You know, I’ve long noticed an interesting thing in my trading practice. Most of the mistakes I made earlier weren’t due to a lack of information, but because of how I processed that information. It turns out, there’s even a science behind this phenomenon — it’s called behavioral biases, and they influence us much more than we realize.



Daniel Kahneman, the same psychologist who received the Nobel Prize, once said something like that our false belief that we understand the past fuels our confidence in predicting the future. This perfectly describes what I’ve observed in crypto markets. People, including myself in the early stages, are often overly confident in their trading abilities.

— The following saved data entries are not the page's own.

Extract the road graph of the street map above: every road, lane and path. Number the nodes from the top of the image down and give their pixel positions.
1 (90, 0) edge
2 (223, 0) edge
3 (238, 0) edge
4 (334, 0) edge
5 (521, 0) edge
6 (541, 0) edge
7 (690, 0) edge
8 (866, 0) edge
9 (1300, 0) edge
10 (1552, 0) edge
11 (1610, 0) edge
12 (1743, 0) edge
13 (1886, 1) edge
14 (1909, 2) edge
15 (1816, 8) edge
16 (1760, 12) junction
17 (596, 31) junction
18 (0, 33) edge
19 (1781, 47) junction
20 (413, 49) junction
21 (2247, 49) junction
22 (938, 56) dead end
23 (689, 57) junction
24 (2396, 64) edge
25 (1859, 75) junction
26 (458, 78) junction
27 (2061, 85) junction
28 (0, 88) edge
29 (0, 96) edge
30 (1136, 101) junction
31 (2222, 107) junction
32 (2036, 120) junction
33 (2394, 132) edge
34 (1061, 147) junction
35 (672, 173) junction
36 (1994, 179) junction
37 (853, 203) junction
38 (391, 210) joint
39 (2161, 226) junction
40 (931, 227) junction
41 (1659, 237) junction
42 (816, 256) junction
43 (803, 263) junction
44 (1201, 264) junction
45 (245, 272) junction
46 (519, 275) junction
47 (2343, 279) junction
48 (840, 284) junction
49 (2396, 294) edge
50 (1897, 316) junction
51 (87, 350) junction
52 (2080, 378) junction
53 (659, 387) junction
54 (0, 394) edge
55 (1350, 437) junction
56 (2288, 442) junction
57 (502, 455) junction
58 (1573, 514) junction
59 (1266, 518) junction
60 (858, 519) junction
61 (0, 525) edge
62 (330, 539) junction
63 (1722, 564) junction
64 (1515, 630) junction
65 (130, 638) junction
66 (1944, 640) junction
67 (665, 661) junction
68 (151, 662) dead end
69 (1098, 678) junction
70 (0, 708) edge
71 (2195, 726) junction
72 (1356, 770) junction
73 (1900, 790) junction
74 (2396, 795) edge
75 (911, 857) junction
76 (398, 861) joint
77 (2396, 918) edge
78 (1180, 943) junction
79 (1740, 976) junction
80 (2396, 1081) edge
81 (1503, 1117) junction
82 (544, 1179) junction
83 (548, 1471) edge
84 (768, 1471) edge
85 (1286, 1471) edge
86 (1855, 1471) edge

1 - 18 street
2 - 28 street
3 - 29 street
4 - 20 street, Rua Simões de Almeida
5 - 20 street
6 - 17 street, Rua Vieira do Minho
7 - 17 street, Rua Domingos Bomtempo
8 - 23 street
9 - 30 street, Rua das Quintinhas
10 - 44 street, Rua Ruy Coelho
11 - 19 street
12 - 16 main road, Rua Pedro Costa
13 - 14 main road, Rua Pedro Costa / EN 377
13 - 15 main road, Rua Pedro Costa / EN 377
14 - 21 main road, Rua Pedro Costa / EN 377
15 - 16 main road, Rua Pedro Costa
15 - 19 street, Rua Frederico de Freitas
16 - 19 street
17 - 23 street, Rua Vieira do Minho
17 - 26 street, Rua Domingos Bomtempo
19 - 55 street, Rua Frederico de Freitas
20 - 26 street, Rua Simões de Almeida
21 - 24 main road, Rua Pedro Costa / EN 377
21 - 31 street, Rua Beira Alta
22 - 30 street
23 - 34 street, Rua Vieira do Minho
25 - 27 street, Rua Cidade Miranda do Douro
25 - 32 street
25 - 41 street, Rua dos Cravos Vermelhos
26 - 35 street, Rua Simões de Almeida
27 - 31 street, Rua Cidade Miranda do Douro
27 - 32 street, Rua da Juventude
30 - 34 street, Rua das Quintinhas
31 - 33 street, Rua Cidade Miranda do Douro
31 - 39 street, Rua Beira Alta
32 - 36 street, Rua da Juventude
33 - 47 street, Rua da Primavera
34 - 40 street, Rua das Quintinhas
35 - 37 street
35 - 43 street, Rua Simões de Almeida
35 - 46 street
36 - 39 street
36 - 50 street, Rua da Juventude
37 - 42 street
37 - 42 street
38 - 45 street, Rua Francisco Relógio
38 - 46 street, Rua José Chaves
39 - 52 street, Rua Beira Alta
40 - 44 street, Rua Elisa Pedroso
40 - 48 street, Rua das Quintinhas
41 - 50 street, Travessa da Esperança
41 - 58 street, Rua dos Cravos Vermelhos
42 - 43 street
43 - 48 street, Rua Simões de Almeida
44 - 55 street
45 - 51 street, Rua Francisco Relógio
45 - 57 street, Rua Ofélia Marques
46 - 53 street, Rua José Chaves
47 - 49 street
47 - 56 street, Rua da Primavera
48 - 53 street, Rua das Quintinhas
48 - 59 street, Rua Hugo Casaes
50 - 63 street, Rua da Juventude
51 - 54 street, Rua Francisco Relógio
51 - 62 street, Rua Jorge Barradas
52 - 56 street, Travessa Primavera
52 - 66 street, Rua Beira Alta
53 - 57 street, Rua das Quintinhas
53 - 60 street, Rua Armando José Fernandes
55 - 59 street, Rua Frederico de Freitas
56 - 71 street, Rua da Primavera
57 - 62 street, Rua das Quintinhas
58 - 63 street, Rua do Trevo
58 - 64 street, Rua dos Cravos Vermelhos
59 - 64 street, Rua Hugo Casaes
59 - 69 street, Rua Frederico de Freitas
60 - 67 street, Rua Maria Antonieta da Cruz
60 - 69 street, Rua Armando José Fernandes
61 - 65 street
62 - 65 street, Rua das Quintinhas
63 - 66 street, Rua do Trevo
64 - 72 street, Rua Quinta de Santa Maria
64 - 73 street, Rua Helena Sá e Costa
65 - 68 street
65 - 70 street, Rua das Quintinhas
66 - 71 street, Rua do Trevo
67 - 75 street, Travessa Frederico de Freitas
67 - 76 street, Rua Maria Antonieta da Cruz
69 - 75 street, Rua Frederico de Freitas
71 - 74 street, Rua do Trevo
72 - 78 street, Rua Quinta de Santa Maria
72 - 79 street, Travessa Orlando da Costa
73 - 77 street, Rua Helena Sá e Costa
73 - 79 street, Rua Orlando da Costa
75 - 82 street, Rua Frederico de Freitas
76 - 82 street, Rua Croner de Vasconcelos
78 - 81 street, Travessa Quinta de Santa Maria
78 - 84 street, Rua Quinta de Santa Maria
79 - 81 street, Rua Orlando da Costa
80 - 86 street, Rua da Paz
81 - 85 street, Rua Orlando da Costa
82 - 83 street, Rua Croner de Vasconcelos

Overconfidence is the first enemy. Traders who believe they know the market better than they actually do make risky decisions or trade too frequently. Research has shown that the more active retail investors are, the less they usually earn. I’ve learned that it’s better to do thorough research and invest wisely than to constantly jump around. Portfolio diversification also helps significantly reduce risk.

But there’s another behavioral bias that really affected me — the desire to avoid regret. Studies show that traders often sell profitable positions too early to lock in gains, and then hold onto losing positions too long, hoping they will recover. This happens twice as often as with the average user. To tame this instinct, I started using automated strategies — for example, dollar-cost averaging, where you invest a fixed amount at regular intervals regardless of the current price. Trailing stop orders also help lock in profits and limit losses without emotional interference.

On the other hand, limited attention is a problem that’s hard to ignore in the crypto market. There are so many tokens that it’s impossible to research each one. The result? People make decisions based on incomplete information or simply follow market noise. I’ve learned the rule DYOR — do your own research. This means conducting fundamental and technical analysis before buying anything.

And the worst part of all — chasing trends. When a coin suddenly jumps 300%, people forget about fundamentals and just want to ride the wave. Research shows that 39% of new investment capital goes into the top 10% of assets from the previous year. This is a classic mistake. Instead, it’s better to look for assets trading below their intrinsic value. Warren Buffett said something very wise: be fearful when others are greedy, and be greedy when others are fearful.

In reality, controlling behavioral biases isn’t about being perfect. It’s about understanding how you think and working against your worst instincts. I started keeping a trading journal, tracking when I acted emotionally, and trying to learn from my mistakes. If you’re serious about crypto trading, this is simply essential.